**Prompt**
Output the entire listing below exactly as it stands.
===============
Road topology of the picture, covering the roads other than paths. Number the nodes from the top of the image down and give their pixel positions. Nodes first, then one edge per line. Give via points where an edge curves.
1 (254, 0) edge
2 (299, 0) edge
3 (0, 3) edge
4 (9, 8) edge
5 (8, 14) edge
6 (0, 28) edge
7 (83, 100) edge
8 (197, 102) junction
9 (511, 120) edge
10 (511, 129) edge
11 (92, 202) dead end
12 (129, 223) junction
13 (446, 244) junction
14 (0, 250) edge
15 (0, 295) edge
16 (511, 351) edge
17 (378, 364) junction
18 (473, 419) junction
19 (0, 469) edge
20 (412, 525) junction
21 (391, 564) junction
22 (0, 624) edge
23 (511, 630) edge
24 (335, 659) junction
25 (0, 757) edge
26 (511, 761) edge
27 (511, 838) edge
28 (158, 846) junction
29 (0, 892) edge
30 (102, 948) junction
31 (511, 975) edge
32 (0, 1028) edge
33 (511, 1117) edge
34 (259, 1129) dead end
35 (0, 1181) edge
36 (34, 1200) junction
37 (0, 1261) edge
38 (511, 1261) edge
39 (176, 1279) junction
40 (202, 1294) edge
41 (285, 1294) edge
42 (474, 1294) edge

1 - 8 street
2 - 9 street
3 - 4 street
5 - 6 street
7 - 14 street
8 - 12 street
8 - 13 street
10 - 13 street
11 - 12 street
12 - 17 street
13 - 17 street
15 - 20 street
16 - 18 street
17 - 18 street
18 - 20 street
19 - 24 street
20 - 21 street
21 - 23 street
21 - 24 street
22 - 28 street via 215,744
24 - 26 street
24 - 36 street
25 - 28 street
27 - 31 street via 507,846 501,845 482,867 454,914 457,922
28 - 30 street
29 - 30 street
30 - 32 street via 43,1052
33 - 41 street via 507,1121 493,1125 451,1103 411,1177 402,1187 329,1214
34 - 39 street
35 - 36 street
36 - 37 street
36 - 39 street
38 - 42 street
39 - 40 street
===============
**Output of the task**
Road topology of the picture, covering the roads other than paths. Number the nodes from the top of the image down and give their pixel positions. Nodes first, then one edge per line. Give via points where an edge curves.
1 (254, 0) edge
2 (299, 0) edge
3 (0, 3) edge
4 (9, 8) edge
5 (8, 14) edge
6 (0, 28) edge
7 (83, 100) edge
8 (197, 102) junction
9 (511, 120) edge
10 (511, 129) edge
11 (92, 202) dead end
12 (129, 223) junction
13 (446, 244) junction
14 (0, 250) edge
15 (0, 295) edge
16 (511, 351) edge
17 (378, 364) junction
18 (473, 419) junction
19 (0, 469) edge
20 (412, 525) junction
21 (391, 564) junction
22 (0, 624) edge
23 (511, 630) edge
24 (335, 659) junction
25 (0, 757) edge
26 (511, 761) edge
27 (511, 838) edge
28 (158, 846) junction
29 (0, 892) edge
30 (102, 948) junction
31 (511, 975) edge
32 (0, 1028) edge
33 (511, 1117) edge
34 (259, 1129) dead end
35 (0, 1181) edge
36 (34, 1200) junction
37 (0, 1261) edge
38 (511, 1261) edge
39 (176, 1279) junction
40 (202, 1294) edge
41 (285, 1294) edge
42 (474, 1294) edge

1 - 8 street
2 - 9 street
3 - 4 street
5 - 6 street
7 - 14 street
8 - 12 street
8 - 13 street
10 - 13 street
11 - 12 street
12 - 17 street
13 - 17 street
15 - 20 street
16 - 18 street
17 - 18 street
18 - 20 street
19 - 24 street
20 - 21 street
21 - 23 street
21 - 24 street
22 - 28 street via 215,744
24 - 26 street
24 - 36 street
25 - 28 street
27 - 31 street via 507,846 501,845 482,867 454,914 457,922
28 - 30 street
29 - 30 street
30 - 32 street via 43,1052
33 - 41 street via 507,1121 493,1125 451,1103 411,1177 402,1187 329,1214
34 - 39 street
35 - 36 street
36 - 37 street
36 - 39 street
38 - 42 street
39 - 40 street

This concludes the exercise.